Kernel Code - Kernel Code - 2025.2 English - XD100

Vitis Tutorials: AI Engine Development (XD100)

Document ID
XD100
Release Date
2026-03-27
Version
2025.2 English

The following code shows the first two processing loops of the kernel. Iterators are defined for work buffers specified in data memory to hold intermediate results. The first processing loop reads input values for softmax computation and stores them to memory while searching for the maximum input value. After determining the maximum value, a second loop reads input values from memory. It subtracts the maximum value from each and stores results back to memory. The iterators reset after each loop completes to prepare them for the next loop.

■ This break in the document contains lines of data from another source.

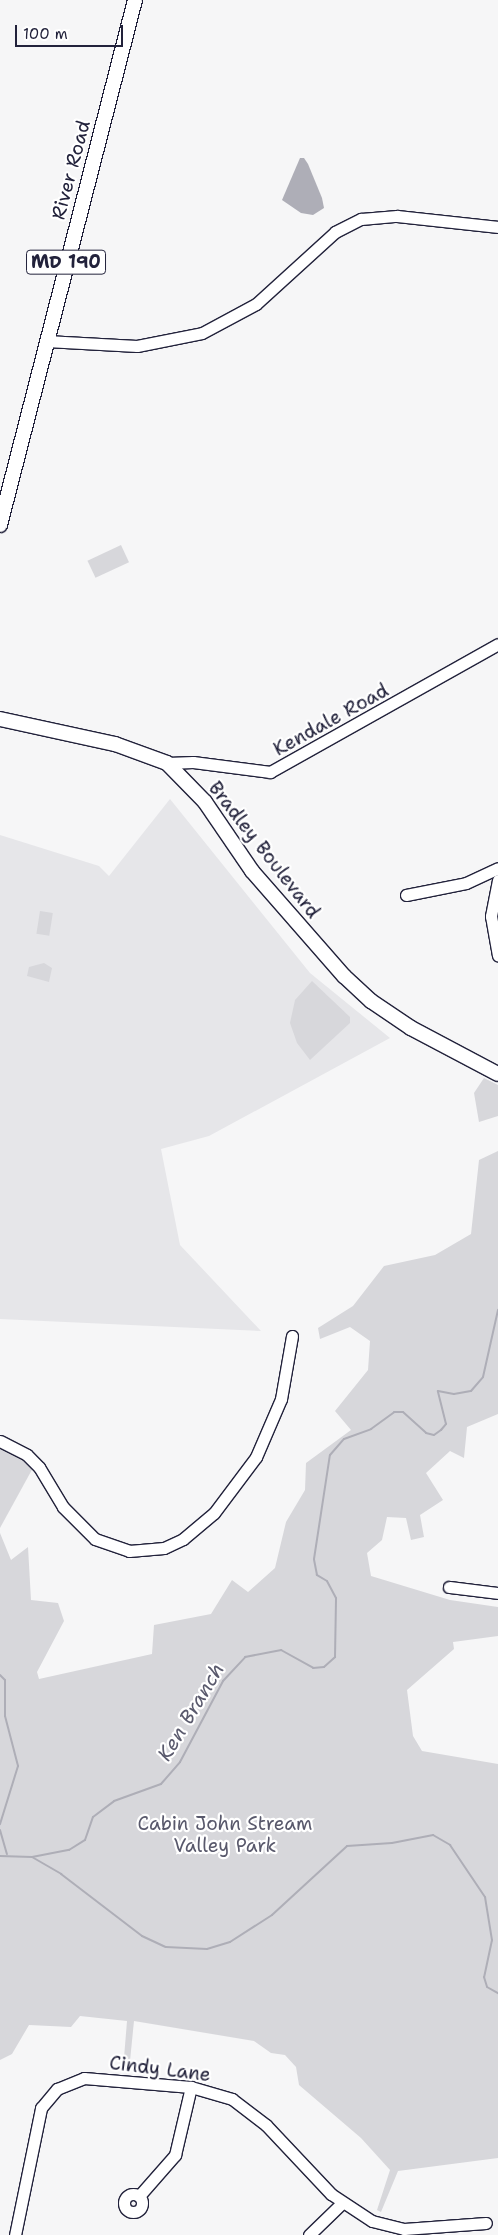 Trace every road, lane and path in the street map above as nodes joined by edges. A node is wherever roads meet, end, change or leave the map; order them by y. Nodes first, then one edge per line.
1 (135, 0) edge
2 (498, 227) edge
3 (46, 341) junction
4 (0, 526) edge
5 (498, 644) edge
6 (0, 718) edge
7 (167, 764) junction
8 (498, 868) edge
9 (498, 880) edge
10 (406, 895) dead end
11 (498, 955) edge
12 (498, 1074) edge
13 (292, 1336) dead end
14 (0, 1442) edge
15 (449, 1587) dead end
16 (498, 1593) edge
17 (191, 2087) junction
18 (139, 2196) dead end
19 (342, 2203) junction
20 (486, 2223) dead end
21 (15, 2235) edge
22 (309, 2235) edge

1 - 3 main road, River Road / MD 190
2 - 3 street
3 - 4 main road, River Road / MD 190
5 - 7 street, Kendale Road
6 - 7 main road, Bradley Boulevard
7 - 12 main road, Bradley Boulevard
8 - 10 street
9 - 11 street
13 - 14 street
15 - 16 street
17 - 18 street
17 - 19 street, Cindy Lane
17 - 21 street, Cindy Lane
19 - 20 street, Cindy Lane
19 - 22 street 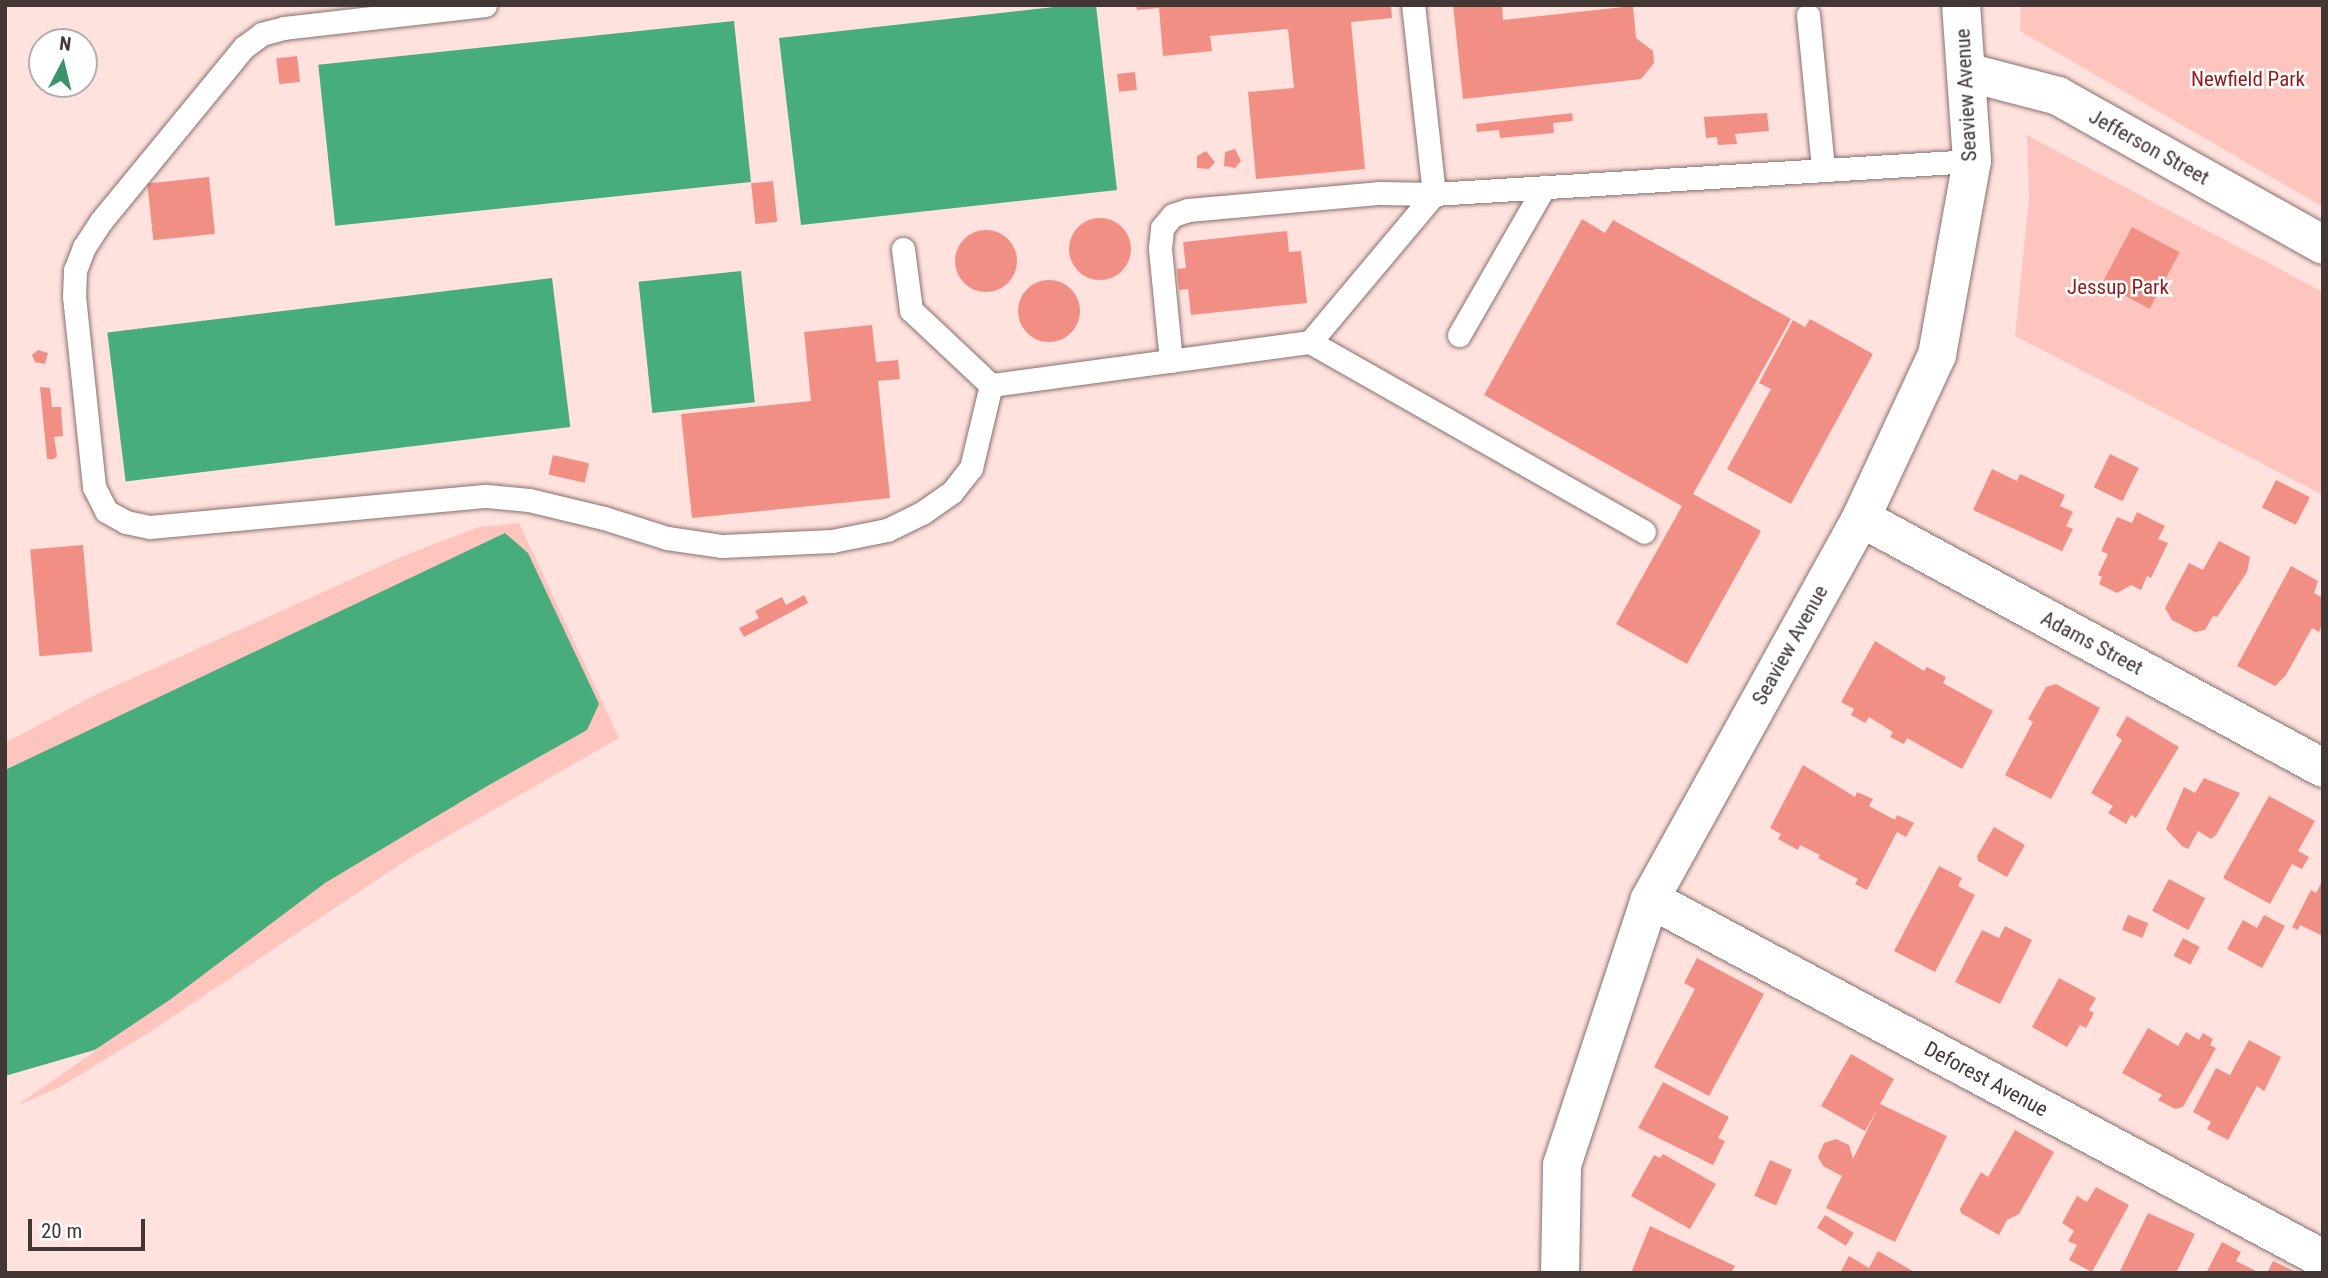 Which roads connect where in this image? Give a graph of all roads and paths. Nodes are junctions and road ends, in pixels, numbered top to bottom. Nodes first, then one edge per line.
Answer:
1 (485, 5) edge
2 (1413, 5) edge
3 (1961, 5) edge
4 (1808, 15) dead end
5 (1966, 72) junction
6 (1972, 161) junction
7 (1823, 168) junction
8 (1544, 187) junction
9 (1434, 194) junction
10 (2323, 245) edge
11 (904, 250) dead end
12 (1459, 335) dead end
13 (1310, 342) junction
14 (1171, 360) junction
15 (991, 385) junction
16 (1861, 518) junction
17 (1644, 532) dead end
18 (2323, 768) edge
19 (1650, 899) junction
20 (2323, 1259) edge
21 (1560, 1273) edge

1 - 15 lane
2 - 9 lane
3 - 5 street, Seaview Avenue
4 - 7 lane
5 - 6 street, Seaview Avenue
5 - 10 street, Jefferson Street
6 - 7 lane
6 - 16 street, Seaview Avenue
7 - 8 lane
8 - 9 lane
8 - 12 lane
9 - 13 lane
9 - 14 lane
11 - 15 lane
13 - 14 lane
13 - 17 lane
14 - 15 lane
16 - 18 street, Adams Street
16 - 19 street, Seaview Avenue
19 - 20 street, Deforest Avenue
19 - 21 street, Seaview Avenue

// set rounding to match MATLAB generated test vectors
aie::set_rounding(aie::rounding_mode::symmetric_inf);
aie::set_saturation(aie::saturation_mode::saturate);

// work buffers in data memory
auto pWbufA = aie::begin_restrict_vector<16>(wbufA);
auto pWbufB = aie::begin_restrict_vector<16>(wbufB);

// read and store data while searching for maximum value
float max_val = -2 ^ 127;

for (unsigned i=0; i < BUFFSZ/16; i++) 
    chess_prepare_for_pipelining
    chess_loop_count(BUFFSZ/16)
{
    aie::vector<bfloat16,16> vin = v16bfloat16(readincr_v<16>(in));
    float vmax = aie::reduce_max(vin);
    if (vmax > max_val) {
        max_val = vmax;
    }
    *pWbufA++ = v16int16(vin);
}

pWbufA -= (BUFFSZ/16);

chess_separator();

// subtract maximum value from all input values
aie::accum<accfloat,16> accM;
accM.from_vector(aie::broadcast<float,16>(max_val));

for (unsigned i=0; i < BUFFSZ/16; i++) 
    chess_prepare_for_pipelining
    chess_loop_count(BUFFSZ/16)
{
    aie::vector<bfloat16,16> vecA = v16bfloat16(*pWbufA++);
    aie::accum<accfloat,16> accA;
    accA.from_vector(vecA);
    *pWbufB++ = v16int16(aie::to_vector<bfloat16>(aie::sub(accA, accM)));
}

pWbufA -= (BUFFSZ/16);
pWbufB -= (BUFFSZ/16);

chess_separator();

The next segment of kernel code, shown below, uses two computational loops to evaluate the exponential function for all inputs. The first loop scales all inputs by \(\frac{1}{\log(2)}\) and adds the exponent offset. Also built into this computation is scaling by a factor of \(2^7\) to align the result with the exponent field of the bfloat16 format. The kernel header file defines constants in this computation. The second loop takes these values and extracts the 16-bit integer part used to represent a bfloat16 number. Because the maximum value is subtracted from each input, the exponential function values must be in the range \([0, 1]\). Additional instructions check for values outside this range. If the system detects any such values, it assumes they result from overflow and sets them to zero.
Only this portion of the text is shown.